中国メディア・汽車之家は5日、「連覇が破れたトヨタはどうしてフォルクスワーゲンに負けたのか」とする記事を掲載した。4年連続保ってきた年間世界販売台数世界一の座をフォルクスワーゲンに譲った背景には北米市場の不調があり、トヨタにとって、これからの北米市場が試練とチャンス両方の要素を持っていることを紹介している。(イメージ写真提供:123RF)

写真拡大

 中国メディア・汽車之家は5日、「連覇が破れたトヨタはどうしてフォルクスワーゲンに負けたのか」とする記事を掲載した。4年連続保ってきた年間世界販売台数世界一の座をフォルクスワーゲンに譲った背景には北米市場の不調があり、トヨタにとって、これからの北米市場が試練とチャンス両方の要素を持っていることを紹介している。

 記事は、トヨタの2016年における世界自動車販売台数が約1021万台で、フォルクスワーゲンの1031万台をわずかに下回って世界一の座を譲ったと紹介。両社について、トヨタは米国、フォルクスワーゲンは中国と、世界の自動車2大市場でそれぞれ強みを持っており、今回の首位交代はトヨタの米国市場での業績が思わしくなかったことが大きな要因であると説明した。

 また、トヨタが17年に世界一を奪還する大きなカギとなるのも米国市場であるとする一方、トランプ政権がスタートした米国では試練に立ち向かわなければならないと伝えた。米国本土で多くの自動車を売るなら、米国本土により多く投資せよというトランプ大統領の姿勢に対し、トヨタは現在メキシコでカローラの生産基地建設を検討、これに同大統領が不満を示しているとした。
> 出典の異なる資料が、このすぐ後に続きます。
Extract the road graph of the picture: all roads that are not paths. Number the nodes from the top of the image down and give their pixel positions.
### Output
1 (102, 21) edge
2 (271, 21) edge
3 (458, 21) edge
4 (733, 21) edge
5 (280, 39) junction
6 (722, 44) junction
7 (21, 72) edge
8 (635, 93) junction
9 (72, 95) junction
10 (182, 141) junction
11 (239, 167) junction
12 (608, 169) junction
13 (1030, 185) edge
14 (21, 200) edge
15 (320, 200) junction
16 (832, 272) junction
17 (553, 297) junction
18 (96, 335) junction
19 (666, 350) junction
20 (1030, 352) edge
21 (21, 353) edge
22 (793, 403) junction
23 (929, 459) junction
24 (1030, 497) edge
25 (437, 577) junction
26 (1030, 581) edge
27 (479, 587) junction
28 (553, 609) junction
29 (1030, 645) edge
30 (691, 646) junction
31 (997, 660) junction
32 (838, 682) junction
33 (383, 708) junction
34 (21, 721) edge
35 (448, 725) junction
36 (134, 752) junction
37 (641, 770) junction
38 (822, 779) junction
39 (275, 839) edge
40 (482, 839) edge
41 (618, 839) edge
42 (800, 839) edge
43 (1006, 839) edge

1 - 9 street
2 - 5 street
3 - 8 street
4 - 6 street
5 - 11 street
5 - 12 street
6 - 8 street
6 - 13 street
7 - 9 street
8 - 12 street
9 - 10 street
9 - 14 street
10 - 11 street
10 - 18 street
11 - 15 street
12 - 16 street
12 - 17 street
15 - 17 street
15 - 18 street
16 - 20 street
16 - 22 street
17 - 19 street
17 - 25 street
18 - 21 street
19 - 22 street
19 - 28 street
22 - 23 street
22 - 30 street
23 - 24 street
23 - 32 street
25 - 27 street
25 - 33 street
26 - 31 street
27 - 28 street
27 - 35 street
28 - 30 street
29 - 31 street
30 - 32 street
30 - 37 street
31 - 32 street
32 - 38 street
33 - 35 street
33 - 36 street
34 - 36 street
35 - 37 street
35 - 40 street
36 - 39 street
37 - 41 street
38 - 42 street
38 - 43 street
 そこでトヨタは5年後の22年までに米国に100億米ドル(約1兆1300億円)の投資を行うことを明らかにしたと紹介。この計画によって米国内での生産能力が拡大し、より多くの雇用の機会を生むことになるほか、同社の米国市場における成長を助けることにもなりうると説明している。記事は、世界一の座を譲ったのはあくまでも生産台数であり、これは表向きの数字に過ぎないことを強調。「表向きの部分では負けたが、トヨタの利益率はもともとフォルクスワーゲンを大きく上回る」とし、「利益率の部分で勝ったか負けたかについては、トヨタの財務報告の発表が待たれる」と伝えた。

 米国本土の状況変化に対してトヨタは「順応」する必要があると記事は論じているが、トヨタに限らず米国を重要なマーケットと位置付けている企業にとってトランプ政権への「順応」は非常に重要な課題と言えるだろう。それはもちろん、中国企業にとっても同じことだ。(編集担当:・今関忠馬)(イメージ写真提供:123RF)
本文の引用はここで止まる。